▶ **Data extract**:
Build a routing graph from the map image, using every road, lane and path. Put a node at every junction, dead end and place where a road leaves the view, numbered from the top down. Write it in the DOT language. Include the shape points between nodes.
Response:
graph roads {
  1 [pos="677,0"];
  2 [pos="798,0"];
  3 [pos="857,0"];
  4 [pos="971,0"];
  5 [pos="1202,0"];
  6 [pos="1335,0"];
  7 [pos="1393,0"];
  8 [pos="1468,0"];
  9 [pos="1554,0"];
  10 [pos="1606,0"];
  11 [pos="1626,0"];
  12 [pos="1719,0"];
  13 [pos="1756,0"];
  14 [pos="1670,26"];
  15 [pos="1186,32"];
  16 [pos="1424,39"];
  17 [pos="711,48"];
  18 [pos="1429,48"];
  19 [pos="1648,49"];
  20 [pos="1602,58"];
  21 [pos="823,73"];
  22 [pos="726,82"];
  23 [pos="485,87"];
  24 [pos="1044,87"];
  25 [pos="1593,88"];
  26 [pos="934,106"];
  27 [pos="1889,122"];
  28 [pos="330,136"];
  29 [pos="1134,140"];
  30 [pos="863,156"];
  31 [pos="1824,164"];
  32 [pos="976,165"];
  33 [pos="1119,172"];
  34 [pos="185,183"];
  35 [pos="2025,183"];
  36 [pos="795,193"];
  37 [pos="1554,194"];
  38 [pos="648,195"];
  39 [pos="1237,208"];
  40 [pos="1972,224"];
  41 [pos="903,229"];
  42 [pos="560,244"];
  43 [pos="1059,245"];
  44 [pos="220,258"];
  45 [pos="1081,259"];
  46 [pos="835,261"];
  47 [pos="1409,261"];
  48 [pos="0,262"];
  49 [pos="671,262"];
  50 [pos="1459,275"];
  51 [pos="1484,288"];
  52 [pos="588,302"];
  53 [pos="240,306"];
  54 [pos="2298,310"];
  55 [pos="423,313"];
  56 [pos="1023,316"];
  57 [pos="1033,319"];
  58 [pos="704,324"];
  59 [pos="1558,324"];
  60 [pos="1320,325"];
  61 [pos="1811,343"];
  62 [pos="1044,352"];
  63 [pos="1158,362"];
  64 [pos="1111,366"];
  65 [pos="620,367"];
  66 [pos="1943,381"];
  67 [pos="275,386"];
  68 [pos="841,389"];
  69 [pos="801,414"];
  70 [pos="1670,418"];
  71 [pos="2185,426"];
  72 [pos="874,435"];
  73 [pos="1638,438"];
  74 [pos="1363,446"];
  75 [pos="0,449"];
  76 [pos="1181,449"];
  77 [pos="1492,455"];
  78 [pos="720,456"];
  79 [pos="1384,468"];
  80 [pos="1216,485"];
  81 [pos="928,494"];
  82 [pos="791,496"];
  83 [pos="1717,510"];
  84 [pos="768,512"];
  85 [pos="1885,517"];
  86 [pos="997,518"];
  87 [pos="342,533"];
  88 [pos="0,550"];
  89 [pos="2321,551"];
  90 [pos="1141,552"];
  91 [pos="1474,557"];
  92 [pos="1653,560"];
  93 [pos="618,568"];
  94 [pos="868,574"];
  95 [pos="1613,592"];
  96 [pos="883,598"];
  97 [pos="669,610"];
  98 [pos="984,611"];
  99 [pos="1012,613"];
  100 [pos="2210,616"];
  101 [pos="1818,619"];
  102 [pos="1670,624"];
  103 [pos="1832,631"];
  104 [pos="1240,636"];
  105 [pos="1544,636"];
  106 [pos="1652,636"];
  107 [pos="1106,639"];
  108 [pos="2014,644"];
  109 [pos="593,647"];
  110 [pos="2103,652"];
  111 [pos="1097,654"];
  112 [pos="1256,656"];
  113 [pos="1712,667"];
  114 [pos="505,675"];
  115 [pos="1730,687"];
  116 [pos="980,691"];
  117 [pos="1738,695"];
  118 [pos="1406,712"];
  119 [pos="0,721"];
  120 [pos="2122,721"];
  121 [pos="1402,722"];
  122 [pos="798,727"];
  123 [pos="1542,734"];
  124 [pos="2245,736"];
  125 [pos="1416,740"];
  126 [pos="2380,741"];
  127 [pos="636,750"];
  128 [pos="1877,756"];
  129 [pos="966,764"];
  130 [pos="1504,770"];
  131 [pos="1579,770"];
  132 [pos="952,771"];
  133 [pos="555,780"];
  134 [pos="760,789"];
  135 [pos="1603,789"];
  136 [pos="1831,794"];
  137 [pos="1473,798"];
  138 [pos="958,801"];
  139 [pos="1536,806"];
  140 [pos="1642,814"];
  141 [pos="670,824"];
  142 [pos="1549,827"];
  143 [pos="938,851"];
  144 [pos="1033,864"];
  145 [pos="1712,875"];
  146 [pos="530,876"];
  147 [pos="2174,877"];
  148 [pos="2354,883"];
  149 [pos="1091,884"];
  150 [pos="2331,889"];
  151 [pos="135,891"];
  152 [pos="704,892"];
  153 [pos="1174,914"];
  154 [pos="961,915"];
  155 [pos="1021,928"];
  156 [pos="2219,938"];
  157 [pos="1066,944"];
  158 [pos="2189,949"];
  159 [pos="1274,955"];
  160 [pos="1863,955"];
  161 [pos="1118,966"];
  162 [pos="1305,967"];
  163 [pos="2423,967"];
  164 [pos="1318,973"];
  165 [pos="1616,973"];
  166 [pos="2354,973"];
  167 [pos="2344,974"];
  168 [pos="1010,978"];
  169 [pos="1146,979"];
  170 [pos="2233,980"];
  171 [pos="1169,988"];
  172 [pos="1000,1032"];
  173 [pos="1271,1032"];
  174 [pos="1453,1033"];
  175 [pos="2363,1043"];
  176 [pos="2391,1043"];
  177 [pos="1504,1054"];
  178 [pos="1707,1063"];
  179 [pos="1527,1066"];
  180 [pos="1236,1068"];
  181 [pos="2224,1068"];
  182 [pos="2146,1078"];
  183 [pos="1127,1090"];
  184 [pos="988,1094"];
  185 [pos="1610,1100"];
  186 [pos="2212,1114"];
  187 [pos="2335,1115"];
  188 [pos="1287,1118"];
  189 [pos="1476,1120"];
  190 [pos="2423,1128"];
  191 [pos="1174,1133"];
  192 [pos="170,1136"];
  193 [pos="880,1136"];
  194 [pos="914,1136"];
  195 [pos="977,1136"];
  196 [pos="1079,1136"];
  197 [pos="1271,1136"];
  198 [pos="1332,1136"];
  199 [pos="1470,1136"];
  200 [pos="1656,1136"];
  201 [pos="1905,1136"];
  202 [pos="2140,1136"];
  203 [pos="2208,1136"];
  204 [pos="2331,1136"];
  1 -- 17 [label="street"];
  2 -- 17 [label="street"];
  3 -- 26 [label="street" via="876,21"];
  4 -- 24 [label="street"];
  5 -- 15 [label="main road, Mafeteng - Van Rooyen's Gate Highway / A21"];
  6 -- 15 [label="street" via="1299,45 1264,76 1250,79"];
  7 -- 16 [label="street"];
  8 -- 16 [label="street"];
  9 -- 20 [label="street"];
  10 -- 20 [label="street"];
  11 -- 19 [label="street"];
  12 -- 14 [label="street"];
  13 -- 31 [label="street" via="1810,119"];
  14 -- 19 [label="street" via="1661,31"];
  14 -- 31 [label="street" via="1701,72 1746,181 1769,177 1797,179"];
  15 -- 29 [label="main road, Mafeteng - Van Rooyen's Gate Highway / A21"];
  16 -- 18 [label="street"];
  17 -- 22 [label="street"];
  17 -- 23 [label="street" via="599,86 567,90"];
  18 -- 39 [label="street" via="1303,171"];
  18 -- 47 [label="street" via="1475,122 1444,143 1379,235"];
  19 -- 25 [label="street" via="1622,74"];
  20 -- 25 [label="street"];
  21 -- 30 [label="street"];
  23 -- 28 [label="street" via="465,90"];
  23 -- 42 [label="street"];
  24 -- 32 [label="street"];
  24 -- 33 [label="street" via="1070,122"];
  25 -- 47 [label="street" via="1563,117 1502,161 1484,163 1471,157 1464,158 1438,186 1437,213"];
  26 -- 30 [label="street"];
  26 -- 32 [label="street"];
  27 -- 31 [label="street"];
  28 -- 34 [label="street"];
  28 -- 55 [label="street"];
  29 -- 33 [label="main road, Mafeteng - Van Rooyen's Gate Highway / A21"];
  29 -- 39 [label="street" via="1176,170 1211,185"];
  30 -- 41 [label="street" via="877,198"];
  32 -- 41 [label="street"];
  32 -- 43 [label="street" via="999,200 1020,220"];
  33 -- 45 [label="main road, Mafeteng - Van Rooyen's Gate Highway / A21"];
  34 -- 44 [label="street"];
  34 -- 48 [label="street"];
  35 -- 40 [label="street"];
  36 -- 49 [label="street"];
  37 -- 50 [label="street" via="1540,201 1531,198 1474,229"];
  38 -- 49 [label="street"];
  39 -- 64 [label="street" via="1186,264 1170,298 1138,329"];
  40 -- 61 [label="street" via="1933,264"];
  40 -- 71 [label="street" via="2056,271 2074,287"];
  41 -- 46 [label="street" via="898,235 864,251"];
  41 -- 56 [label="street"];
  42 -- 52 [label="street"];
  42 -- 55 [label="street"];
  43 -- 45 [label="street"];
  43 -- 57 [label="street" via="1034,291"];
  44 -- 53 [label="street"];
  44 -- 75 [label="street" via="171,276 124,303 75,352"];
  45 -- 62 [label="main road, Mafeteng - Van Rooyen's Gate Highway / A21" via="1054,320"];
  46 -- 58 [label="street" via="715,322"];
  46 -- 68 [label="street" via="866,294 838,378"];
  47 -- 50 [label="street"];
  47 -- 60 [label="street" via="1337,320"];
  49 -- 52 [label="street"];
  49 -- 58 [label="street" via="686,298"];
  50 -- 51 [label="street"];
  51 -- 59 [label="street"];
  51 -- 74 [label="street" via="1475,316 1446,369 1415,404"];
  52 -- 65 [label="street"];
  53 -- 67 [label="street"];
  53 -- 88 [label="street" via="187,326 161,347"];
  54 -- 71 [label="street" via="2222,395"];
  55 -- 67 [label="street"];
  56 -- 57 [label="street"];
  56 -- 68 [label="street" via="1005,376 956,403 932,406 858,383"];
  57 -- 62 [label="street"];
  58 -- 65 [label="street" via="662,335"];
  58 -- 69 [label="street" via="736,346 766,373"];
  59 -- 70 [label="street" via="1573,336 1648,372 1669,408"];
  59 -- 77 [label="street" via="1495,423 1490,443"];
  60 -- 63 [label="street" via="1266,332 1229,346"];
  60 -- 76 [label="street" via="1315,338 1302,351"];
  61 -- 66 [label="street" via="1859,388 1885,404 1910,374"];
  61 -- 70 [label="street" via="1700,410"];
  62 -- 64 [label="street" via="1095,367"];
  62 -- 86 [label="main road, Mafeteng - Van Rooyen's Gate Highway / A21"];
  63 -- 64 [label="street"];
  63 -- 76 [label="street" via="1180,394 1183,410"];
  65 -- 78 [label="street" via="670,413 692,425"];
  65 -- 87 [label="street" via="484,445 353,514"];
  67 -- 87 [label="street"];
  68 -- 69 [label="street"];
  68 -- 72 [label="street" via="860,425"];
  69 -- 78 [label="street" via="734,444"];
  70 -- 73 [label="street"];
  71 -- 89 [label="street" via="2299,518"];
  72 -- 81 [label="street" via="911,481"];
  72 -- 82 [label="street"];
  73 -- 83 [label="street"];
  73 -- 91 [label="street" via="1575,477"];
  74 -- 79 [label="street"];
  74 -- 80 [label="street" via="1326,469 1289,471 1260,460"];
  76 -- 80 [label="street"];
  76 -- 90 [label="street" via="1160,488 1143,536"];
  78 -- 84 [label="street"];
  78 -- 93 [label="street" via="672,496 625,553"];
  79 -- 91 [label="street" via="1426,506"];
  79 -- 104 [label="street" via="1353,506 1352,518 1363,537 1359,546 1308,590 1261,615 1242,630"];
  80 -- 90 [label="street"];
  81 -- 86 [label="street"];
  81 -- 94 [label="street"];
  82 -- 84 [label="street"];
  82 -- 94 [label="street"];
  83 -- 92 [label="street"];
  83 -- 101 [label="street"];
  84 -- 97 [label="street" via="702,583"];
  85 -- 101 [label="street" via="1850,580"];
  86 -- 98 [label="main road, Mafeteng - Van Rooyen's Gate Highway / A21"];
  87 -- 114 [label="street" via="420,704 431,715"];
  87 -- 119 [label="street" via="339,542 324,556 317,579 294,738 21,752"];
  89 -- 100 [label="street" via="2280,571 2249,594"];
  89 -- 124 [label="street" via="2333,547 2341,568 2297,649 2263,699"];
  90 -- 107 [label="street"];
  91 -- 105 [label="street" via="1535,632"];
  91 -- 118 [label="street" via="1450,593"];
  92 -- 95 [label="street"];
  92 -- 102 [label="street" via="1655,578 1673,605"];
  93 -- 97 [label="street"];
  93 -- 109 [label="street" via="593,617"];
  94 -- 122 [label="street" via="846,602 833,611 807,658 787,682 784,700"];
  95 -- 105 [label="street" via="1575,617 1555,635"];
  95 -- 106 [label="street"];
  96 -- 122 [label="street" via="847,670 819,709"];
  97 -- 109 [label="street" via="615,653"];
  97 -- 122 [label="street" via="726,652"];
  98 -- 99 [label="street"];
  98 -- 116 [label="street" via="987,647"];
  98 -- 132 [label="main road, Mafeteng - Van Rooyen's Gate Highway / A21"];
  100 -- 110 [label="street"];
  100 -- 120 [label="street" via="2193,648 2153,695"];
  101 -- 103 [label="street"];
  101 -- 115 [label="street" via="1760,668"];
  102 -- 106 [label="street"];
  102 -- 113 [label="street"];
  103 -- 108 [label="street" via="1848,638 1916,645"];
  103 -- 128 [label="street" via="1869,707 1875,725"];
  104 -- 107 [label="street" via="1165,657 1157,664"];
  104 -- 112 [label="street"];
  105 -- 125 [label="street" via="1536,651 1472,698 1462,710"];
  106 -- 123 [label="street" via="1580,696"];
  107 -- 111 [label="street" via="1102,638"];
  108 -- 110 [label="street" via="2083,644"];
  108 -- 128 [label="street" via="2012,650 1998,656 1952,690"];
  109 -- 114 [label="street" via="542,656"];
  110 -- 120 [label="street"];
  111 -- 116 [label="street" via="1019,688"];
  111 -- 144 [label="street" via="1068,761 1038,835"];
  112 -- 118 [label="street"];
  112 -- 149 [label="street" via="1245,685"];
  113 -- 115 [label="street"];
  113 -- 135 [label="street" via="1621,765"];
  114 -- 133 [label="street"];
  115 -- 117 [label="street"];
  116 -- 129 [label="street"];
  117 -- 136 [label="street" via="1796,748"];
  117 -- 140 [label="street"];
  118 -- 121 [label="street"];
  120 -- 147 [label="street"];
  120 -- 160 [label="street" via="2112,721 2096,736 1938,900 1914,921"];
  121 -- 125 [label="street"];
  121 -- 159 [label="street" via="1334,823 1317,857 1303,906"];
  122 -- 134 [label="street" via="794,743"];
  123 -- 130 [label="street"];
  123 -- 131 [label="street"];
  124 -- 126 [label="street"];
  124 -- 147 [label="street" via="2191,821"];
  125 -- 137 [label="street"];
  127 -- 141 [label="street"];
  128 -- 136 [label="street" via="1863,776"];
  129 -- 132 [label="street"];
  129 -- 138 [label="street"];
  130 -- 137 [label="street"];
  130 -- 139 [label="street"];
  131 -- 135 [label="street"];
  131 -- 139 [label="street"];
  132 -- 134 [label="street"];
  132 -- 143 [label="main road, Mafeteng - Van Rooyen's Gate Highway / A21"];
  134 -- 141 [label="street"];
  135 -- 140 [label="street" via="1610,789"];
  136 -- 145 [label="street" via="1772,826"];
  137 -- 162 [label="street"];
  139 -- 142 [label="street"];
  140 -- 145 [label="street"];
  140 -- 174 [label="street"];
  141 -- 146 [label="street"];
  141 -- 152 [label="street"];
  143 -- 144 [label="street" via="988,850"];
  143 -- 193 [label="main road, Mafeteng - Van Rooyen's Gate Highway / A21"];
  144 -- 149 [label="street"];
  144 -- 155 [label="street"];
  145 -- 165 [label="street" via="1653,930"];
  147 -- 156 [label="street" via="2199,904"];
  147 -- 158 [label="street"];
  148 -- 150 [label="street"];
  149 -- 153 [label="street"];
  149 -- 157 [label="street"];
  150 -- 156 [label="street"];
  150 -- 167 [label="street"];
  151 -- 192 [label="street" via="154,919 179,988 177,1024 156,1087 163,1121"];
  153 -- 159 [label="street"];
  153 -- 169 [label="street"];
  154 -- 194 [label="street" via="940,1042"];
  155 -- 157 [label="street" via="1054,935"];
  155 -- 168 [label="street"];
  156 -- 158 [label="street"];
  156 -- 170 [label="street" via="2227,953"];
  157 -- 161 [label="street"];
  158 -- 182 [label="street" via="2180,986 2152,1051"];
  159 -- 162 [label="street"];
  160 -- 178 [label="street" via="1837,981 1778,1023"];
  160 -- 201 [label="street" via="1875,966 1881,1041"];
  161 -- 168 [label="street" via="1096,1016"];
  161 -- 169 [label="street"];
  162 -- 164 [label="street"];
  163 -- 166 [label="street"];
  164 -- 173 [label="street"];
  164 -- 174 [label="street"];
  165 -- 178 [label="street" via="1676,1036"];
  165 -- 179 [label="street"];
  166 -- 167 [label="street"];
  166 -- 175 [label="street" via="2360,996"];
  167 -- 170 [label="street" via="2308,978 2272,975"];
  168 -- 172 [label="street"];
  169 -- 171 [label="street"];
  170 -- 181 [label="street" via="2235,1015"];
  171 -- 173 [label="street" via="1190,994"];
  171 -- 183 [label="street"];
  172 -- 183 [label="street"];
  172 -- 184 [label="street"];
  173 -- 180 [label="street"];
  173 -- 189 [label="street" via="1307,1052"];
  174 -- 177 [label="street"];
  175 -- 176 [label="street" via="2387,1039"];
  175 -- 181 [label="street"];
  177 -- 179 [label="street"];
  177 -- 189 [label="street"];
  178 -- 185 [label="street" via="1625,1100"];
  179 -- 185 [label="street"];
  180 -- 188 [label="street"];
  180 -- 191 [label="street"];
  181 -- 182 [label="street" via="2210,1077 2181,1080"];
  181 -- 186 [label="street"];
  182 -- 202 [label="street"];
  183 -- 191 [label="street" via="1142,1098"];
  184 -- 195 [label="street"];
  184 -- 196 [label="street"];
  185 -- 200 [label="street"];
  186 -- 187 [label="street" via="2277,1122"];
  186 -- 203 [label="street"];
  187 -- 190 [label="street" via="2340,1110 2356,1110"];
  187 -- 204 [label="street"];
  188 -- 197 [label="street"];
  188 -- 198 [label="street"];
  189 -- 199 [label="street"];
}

▶ **What you have to do**:
Go through the material above and report each line containing "graph".

▶ **Your solution**:
Build a routing graph from the map image, using every road, lane and path. Put a node at every junction, dead end and place where a road leaves the view, numbered from the top down. Write it in the DOT language. Include the shape points between nodes.
graph roads {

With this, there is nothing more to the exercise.